### Brief
Figure out the number of lines in the data that hold the string "ends". Reply with that figure only.

--- Excerpted data ---

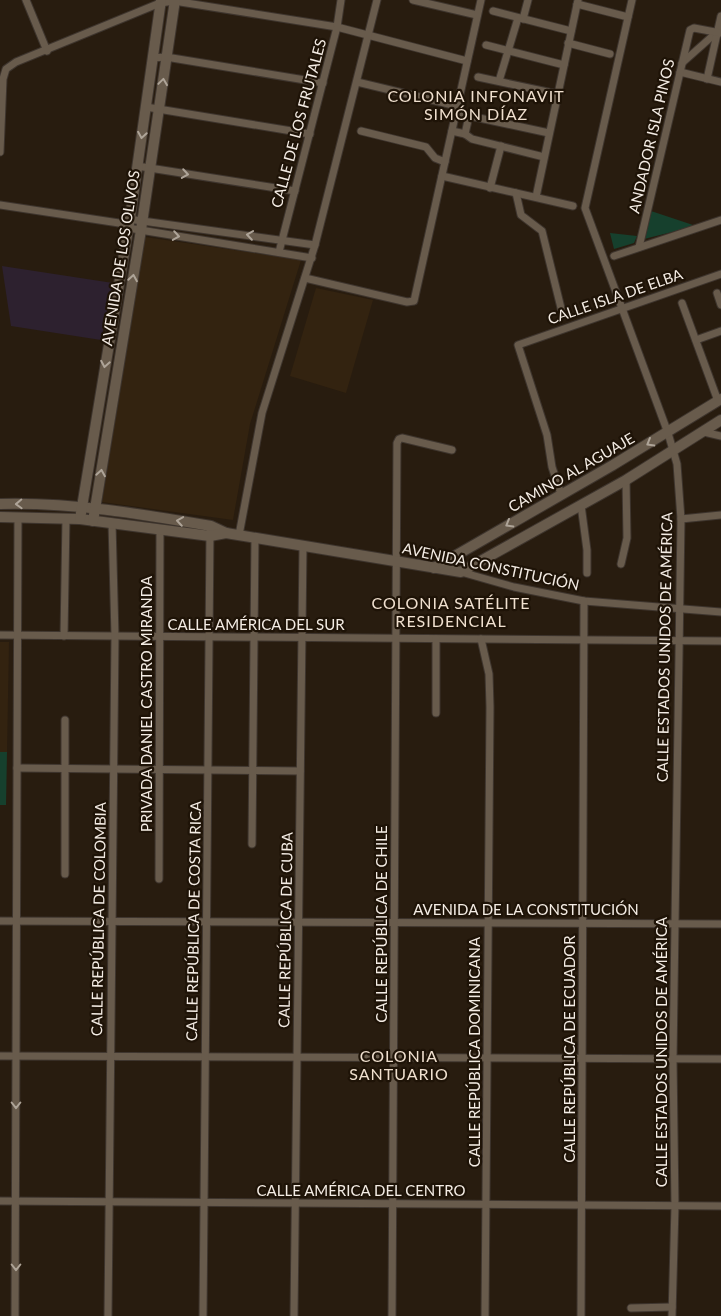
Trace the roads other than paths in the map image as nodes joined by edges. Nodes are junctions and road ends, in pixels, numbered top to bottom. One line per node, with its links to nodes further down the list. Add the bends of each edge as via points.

---
--- Excerpted data ---

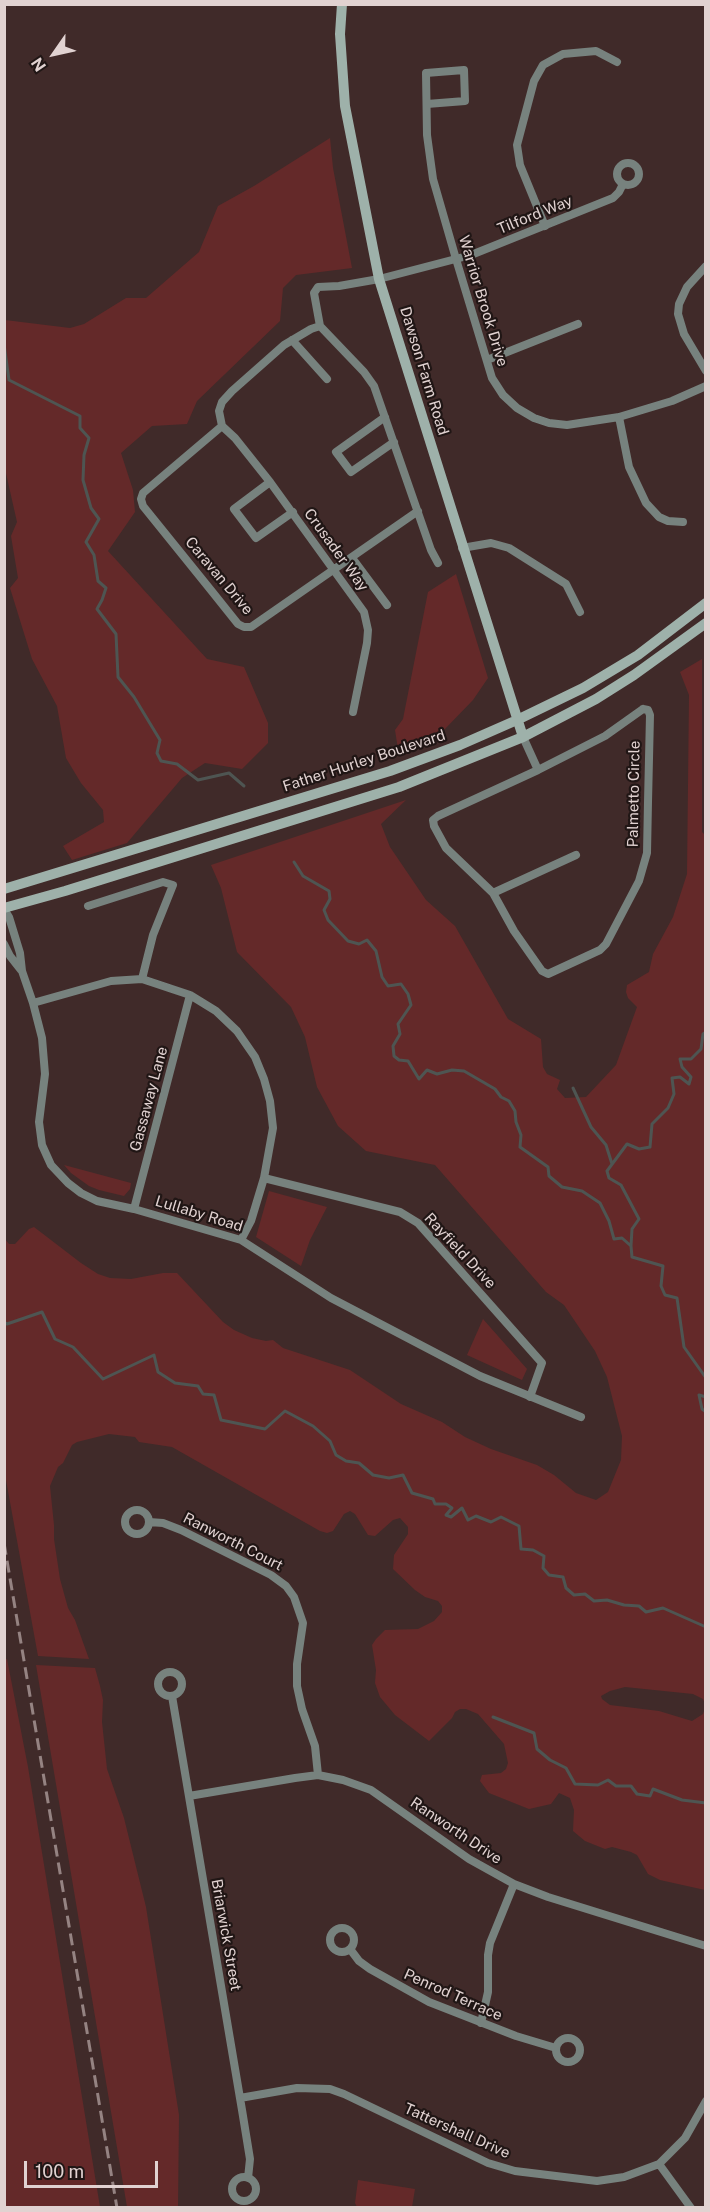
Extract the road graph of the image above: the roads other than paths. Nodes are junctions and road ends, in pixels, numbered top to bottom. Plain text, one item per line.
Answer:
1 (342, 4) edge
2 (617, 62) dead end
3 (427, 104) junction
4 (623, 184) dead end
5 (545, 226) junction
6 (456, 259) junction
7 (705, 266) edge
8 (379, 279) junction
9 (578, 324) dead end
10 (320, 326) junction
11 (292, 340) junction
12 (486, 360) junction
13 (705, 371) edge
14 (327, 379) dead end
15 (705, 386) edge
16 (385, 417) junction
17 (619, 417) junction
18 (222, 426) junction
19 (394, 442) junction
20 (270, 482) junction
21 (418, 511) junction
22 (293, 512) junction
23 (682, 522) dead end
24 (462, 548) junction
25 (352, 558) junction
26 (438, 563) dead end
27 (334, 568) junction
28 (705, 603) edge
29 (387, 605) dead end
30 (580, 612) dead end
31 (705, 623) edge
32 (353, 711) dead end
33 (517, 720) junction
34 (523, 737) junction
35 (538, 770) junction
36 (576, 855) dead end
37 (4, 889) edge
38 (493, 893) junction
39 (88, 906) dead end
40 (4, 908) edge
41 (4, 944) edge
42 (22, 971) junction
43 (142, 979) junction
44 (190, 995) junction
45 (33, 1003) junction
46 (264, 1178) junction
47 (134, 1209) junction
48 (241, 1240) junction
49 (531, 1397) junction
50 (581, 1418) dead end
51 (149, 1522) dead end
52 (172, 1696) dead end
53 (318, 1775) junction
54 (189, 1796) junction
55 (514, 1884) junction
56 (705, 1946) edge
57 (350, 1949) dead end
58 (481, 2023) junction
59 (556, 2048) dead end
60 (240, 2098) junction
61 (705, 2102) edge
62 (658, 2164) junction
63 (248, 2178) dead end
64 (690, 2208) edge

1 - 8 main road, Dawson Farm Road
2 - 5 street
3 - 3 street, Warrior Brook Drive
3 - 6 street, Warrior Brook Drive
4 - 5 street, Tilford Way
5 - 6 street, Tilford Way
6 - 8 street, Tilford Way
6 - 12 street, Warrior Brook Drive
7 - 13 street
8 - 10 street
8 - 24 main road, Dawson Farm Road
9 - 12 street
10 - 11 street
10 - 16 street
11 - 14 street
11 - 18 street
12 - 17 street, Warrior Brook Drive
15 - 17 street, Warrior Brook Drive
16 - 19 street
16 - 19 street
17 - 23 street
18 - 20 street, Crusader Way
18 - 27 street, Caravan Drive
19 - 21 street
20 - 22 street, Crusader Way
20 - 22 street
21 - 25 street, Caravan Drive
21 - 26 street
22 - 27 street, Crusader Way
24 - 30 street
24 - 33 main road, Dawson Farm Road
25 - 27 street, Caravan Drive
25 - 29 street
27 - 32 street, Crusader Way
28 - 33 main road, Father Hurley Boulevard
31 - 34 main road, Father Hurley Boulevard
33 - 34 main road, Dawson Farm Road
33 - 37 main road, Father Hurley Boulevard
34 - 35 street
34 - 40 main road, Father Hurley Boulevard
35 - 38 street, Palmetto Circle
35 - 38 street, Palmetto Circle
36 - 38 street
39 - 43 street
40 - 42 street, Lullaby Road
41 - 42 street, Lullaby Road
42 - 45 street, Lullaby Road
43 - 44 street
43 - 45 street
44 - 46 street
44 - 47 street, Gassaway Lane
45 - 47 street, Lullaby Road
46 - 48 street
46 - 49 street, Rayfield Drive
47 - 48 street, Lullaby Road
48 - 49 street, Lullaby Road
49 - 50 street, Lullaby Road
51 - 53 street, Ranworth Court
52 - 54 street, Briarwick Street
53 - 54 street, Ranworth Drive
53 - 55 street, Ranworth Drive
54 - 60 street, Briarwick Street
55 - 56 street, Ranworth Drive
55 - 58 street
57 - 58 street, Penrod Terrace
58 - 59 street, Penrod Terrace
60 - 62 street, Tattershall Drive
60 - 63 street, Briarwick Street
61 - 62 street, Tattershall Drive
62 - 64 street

---
--- Excerpted data ---

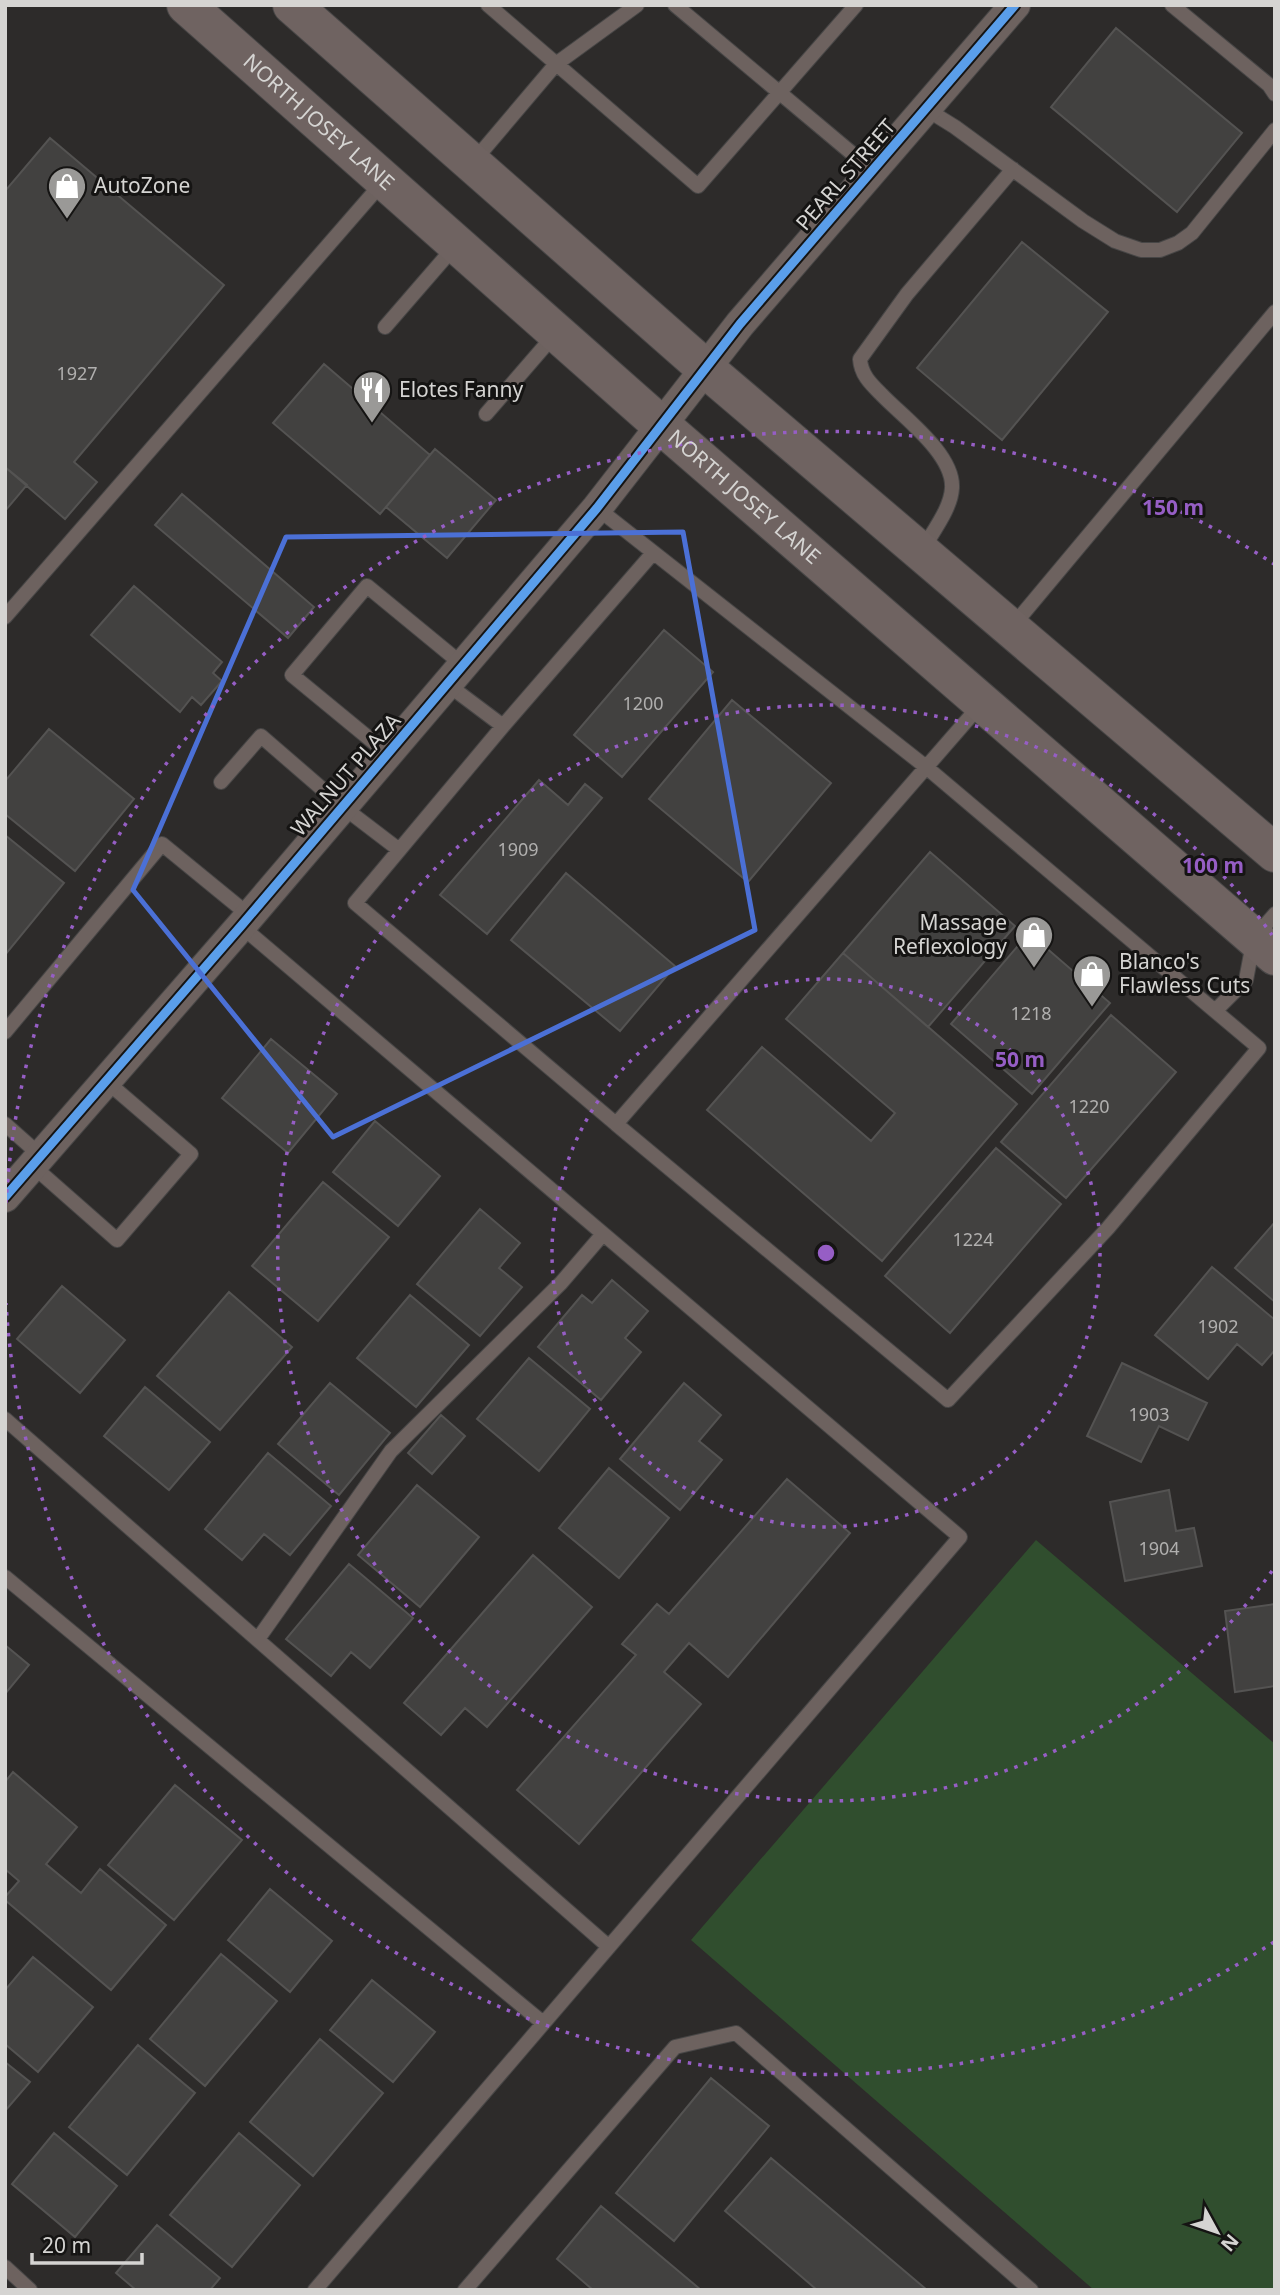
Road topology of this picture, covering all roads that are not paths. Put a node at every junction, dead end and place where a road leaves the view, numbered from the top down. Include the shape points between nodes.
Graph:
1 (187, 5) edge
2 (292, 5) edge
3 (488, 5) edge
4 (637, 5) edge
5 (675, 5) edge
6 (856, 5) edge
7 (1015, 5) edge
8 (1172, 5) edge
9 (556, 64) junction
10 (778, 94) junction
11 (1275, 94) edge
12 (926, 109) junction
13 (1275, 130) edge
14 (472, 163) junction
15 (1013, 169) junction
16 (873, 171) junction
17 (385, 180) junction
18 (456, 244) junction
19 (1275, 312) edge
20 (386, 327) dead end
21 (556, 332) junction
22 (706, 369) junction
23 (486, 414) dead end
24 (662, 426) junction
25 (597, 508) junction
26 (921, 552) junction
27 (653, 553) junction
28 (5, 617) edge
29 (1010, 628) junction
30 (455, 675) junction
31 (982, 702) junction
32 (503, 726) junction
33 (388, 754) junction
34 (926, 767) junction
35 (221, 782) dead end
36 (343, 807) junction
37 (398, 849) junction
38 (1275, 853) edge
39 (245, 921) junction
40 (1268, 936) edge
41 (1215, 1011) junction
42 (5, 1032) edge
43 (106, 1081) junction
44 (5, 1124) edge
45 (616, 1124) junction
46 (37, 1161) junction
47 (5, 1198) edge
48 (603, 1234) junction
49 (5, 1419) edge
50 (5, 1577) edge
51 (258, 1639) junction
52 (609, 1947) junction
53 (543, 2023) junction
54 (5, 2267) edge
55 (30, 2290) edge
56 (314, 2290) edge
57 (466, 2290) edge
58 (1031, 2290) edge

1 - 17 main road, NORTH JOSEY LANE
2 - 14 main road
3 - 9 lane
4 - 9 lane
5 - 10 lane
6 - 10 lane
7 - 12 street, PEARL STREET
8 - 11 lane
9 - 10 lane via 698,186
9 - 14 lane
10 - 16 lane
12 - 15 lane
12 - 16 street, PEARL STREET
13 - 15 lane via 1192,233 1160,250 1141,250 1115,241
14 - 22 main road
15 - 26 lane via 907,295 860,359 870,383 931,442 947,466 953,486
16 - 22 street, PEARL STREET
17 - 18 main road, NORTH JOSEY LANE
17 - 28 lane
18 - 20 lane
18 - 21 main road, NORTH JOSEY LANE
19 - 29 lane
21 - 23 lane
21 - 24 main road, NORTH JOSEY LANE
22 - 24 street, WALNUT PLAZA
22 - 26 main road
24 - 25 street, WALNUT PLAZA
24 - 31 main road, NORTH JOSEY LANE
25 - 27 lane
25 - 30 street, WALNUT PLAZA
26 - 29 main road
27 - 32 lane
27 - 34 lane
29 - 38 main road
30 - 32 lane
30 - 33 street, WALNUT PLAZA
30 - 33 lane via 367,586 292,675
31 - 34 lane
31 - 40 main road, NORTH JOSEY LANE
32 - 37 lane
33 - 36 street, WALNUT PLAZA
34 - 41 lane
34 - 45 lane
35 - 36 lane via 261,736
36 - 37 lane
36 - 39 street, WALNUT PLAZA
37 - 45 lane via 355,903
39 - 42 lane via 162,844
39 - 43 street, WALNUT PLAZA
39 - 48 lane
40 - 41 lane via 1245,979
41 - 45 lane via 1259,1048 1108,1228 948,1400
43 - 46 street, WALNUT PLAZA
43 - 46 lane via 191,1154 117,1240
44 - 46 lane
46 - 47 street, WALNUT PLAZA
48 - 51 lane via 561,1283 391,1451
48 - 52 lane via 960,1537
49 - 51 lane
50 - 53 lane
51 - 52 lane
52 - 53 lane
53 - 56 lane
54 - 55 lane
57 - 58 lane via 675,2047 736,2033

---

### Written response
2